[Exercise brief]: Copy out each line of the material in which the word "DRIVE" appears.

::: Data extracts :::

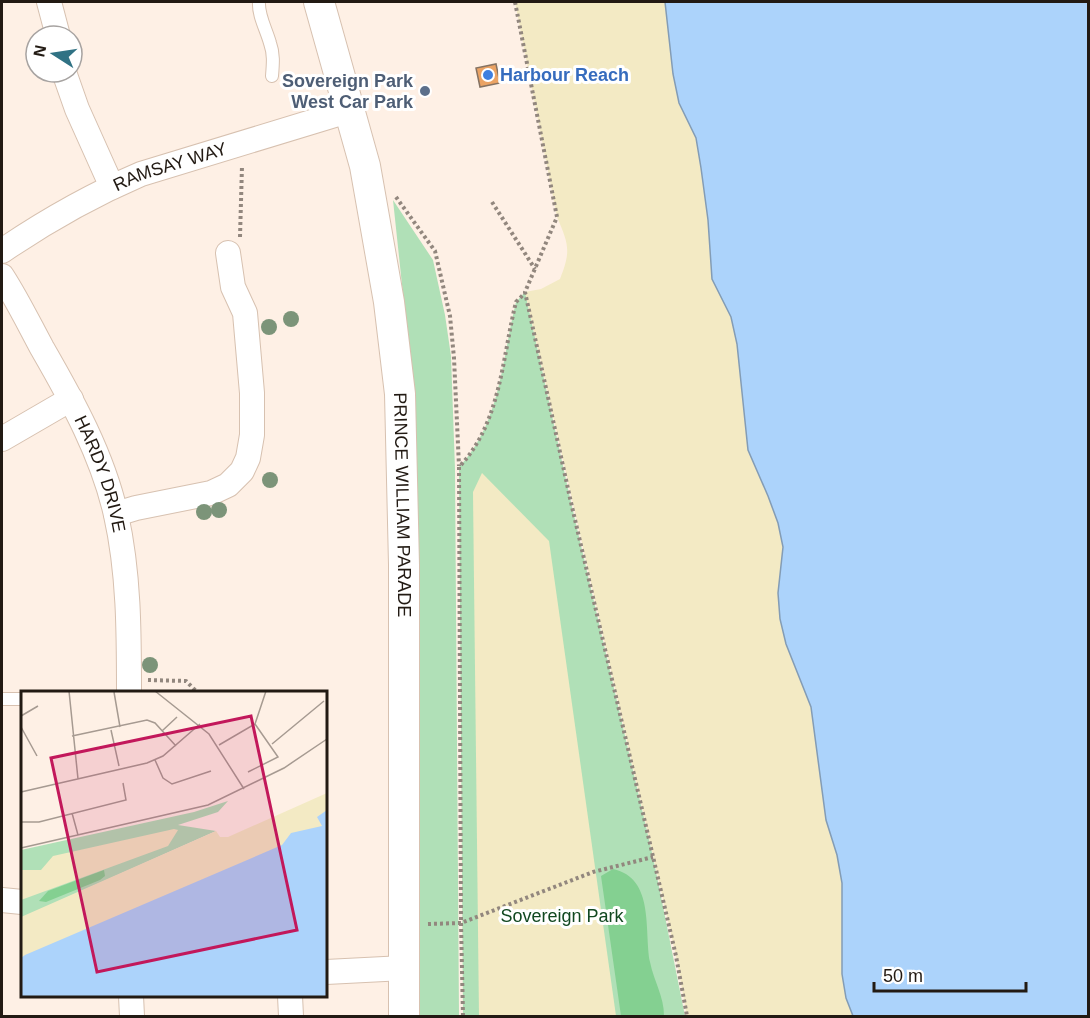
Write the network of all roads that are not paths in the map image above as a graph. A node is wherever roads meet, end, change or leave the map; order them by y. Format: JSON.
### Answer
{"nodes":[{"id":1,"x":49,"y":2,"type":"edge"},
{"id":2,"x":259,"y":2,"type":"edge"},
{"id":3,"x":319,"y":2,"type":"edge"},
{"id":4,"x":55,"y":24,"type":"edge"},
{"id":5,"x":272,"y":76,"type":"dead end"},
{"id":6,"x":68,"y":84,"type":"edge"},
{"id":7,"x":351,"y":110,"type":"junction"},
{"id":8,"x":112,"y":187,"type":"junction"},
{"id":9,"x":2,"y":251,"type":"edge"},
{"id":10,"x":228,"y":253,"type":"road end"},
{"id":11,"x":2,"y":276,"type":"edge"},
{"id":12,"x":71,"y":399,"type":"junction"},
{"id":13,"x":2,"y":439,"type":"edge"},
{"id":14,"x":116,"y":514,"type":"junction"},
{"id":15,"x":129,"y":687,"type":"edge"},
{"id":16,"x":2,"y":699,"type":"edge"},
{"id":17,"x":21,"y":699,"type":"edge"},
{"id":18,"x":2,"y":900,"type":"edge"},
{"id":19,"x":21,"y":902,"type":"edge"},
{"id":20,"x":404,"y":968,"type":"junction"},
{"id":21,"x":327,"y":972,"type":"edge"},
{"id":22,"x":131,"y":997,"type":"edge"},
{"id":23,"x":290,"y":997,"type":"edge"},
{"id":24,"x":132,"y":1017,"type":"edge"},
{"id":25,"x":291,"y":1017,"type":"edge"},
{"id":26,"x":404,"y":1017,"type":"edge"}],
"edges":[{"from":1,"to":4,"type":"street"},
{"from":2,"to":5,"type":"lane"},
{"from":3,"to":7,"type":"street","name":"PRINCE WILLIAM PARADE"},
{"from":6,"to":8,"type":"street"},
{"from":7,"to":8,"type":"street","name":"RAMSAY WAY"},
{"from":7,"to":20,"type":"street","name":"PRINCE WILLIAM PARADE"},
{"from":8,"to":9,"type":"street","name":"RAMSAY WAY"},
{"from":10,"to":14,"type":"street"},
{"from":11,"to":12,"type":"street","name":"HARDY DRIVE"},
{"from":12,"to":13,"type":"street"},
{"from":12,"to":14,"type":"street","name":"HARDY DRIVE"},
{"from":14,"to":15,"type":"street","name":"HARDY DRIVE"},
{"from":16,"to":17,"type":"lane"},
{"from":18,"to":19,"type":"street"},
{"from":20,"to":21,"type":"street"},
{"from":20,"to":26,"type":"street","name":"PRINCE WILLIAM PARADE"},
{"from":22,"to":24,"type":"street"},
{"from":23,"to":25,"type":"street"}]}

:::

[Answer to the exercise]:
{"from":11,"to":12,"type":"street","name":"HARDY DRIVE"},
{"from":12,"to":14,"type":"street","name":"HARDY DRIVE"},
{"from":14,"to":15,"type":"street","name":"HARDY DRIVE"},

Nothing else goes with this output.